• **Exercise prompt**:
Pictures are to be left out, but please repeat each record exactly.

• **Data records**:
+++++
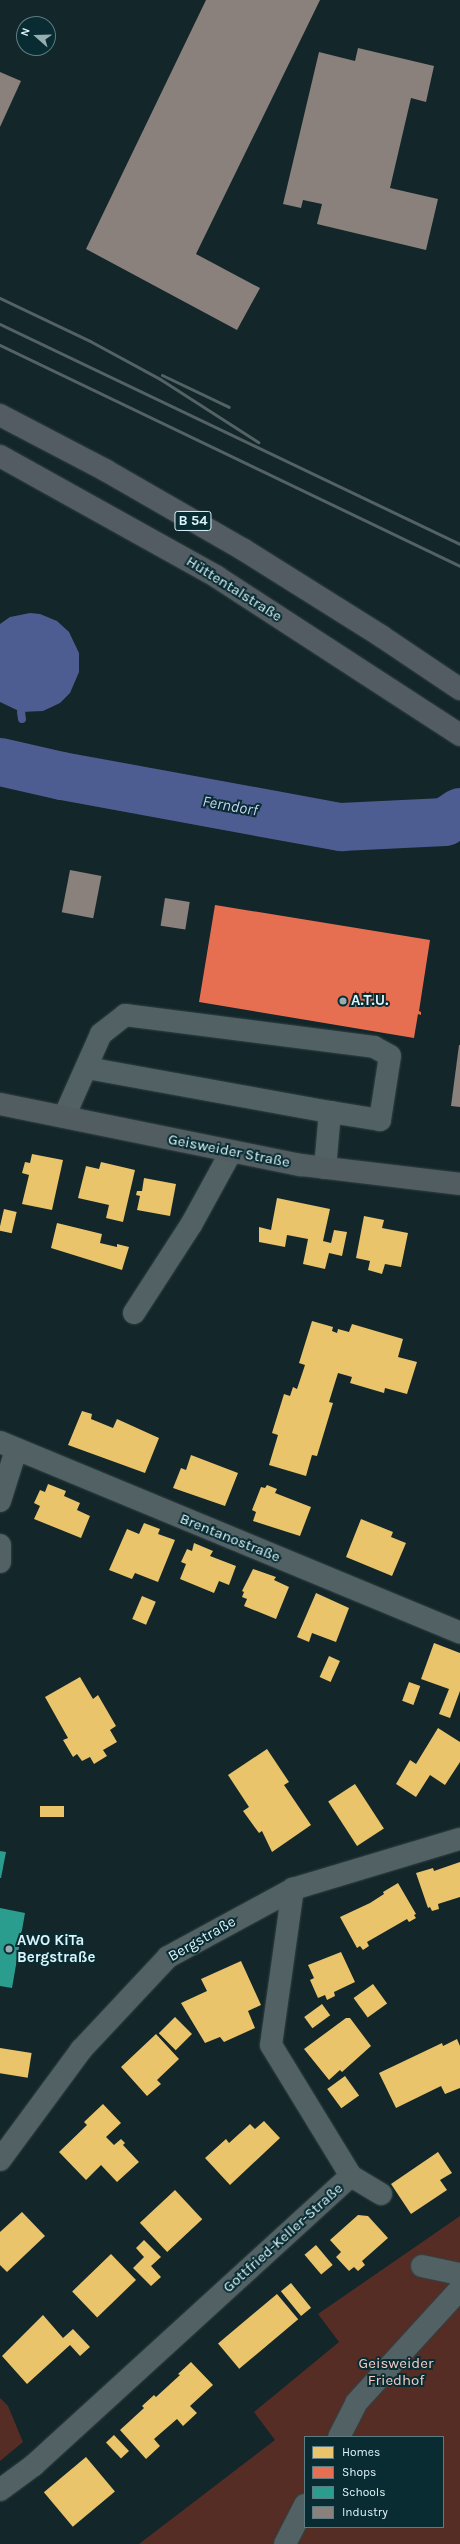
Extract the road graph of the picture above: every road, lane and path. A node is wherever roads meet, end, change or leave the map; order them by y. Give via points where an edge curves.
1 (0, 415) edge
2 (0, 456) edge
3 (460, 689) edge
4 (460, 735) edge
5 (87, 1068) junction
6 (0, 1104) edge
7 (330, 1112) junction
8 (64, 1117) junction
9 (231, 1152) junction
10 (325, 1168) junction
11 (460, 1184) edge
12 (134, 1313) dead end
13 (8, 1446) edge
14 (0, 1500) edge
15 (0, 1545) edge
16 (0, 1562) edge
17 (460, 1633) edge
18 (460, 1839) edge
19 (293, 1889) junction
20 (0, 2160) edge
21 (351, 2176) junction
22 (381, 2194) dead end
23 (422, 2266) dead end
24 (460, 2274) edge
25 (460, 2289) edge
26 (340, 2436) edge
27 (0, 2490) edge
28 (304, 2507) edge
29 (285, 2544) edge

1 - 3 highway, B 54 via 125,481 244,550
2 - 4 highway, Hüttentalstraße / B 54 via 217,577
5 - 7 street
5 - 7 street via 101,1034 125,1015 374,1047 390,1056 380,1120
5 - 8 street
6 - 8 main road, Geisweider Straße
7 - 10 street
8 - 9 main road, Geisweider Straße
9 - 10 main road, Geisweider Straße
9 - 12 street via 191,1225
10 - 11 main road, Geisweider Straße
13 - 14 street
13 - 17 street, Brentanostraße
15 - 16 street
18 - 19 street, Bergstraße
19 - 20 street, Bergstraße via 168,1957 81,2050
19 - 21 street, Gottfried-Keller-Straße via 271,2045
21 - 22 street
21 - 27 street, Gottfried-Keller-Straße via 34,2465
23 - 24 street
25 - 26 street via 356,2404
28 - 29 street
+++++
• **Response**:
Extract the road graph of the picture above: every road, lane and path. A node is wherever roads meet, end, change or leave the map; order them by y. Give via points where an edge curves.
1 (0, 415) edge
2 (0, 456) edge
3 (460, 689) edge
4 (460, 735) edge
5 (87, 1068) junction
6 (0, 1104) edge
7 (330, 1112) junction
8 (64, 1117) junction
9 (231, 1152) junction
10 (325, 1168) junction
11 (460, 1184) edge
12 (134, 1313) dead end
13 (8, 1446) edge
14 (0, 1500) edge
15 (0, 1545) edge
16 (0, 1562) edge
17 (460, 1633) edge
18 (460, 1839) edge
19 (293, 1889) junction
20 (0, 2160) edge
21 (351, 2176) junction
22 (381, 2194) dead end
23 (422, 2266) dead end
24 (460, 2274) edge
25 (460, 2289) edge
26 (340, 2436) edge
27 (0, 2490) edge
28 (304, 2507) edge
29 (285, 2544) edge

1 - 3 highway, B 54 via 125,481 244,550
2 - 4 highway, Hüttentalstraße / B 54 via 217,577
5 - 7 street
5 - 7 street via 101,1034 125,1015 374,1047 390,1056 380,1120
5 - 8 street
6 - 8 main road, Geisweider Straße
7 - 10 street
8 - 9 main road, Geisweider Straße
9 - 10 main road, Geisweider Straße
9 - 12 street via 191,1225
10 - 11 main road, Geisweider Straße
13 - 14 street
13 - 17 street, Brentanostraße
15 - 16 street
18 - 19 street, Bergstraße
19 - 20 street, Bergstraße via 168,1957 81,2050
19 - 21 street, Gottfried-Keller-Straße via 271,2045
21 - 22 street
21 - 27 street, Gottfried-Keller-Straße via 34,2465
23 - 24 street
25 - 26 street via 356,2404
28 - 29 street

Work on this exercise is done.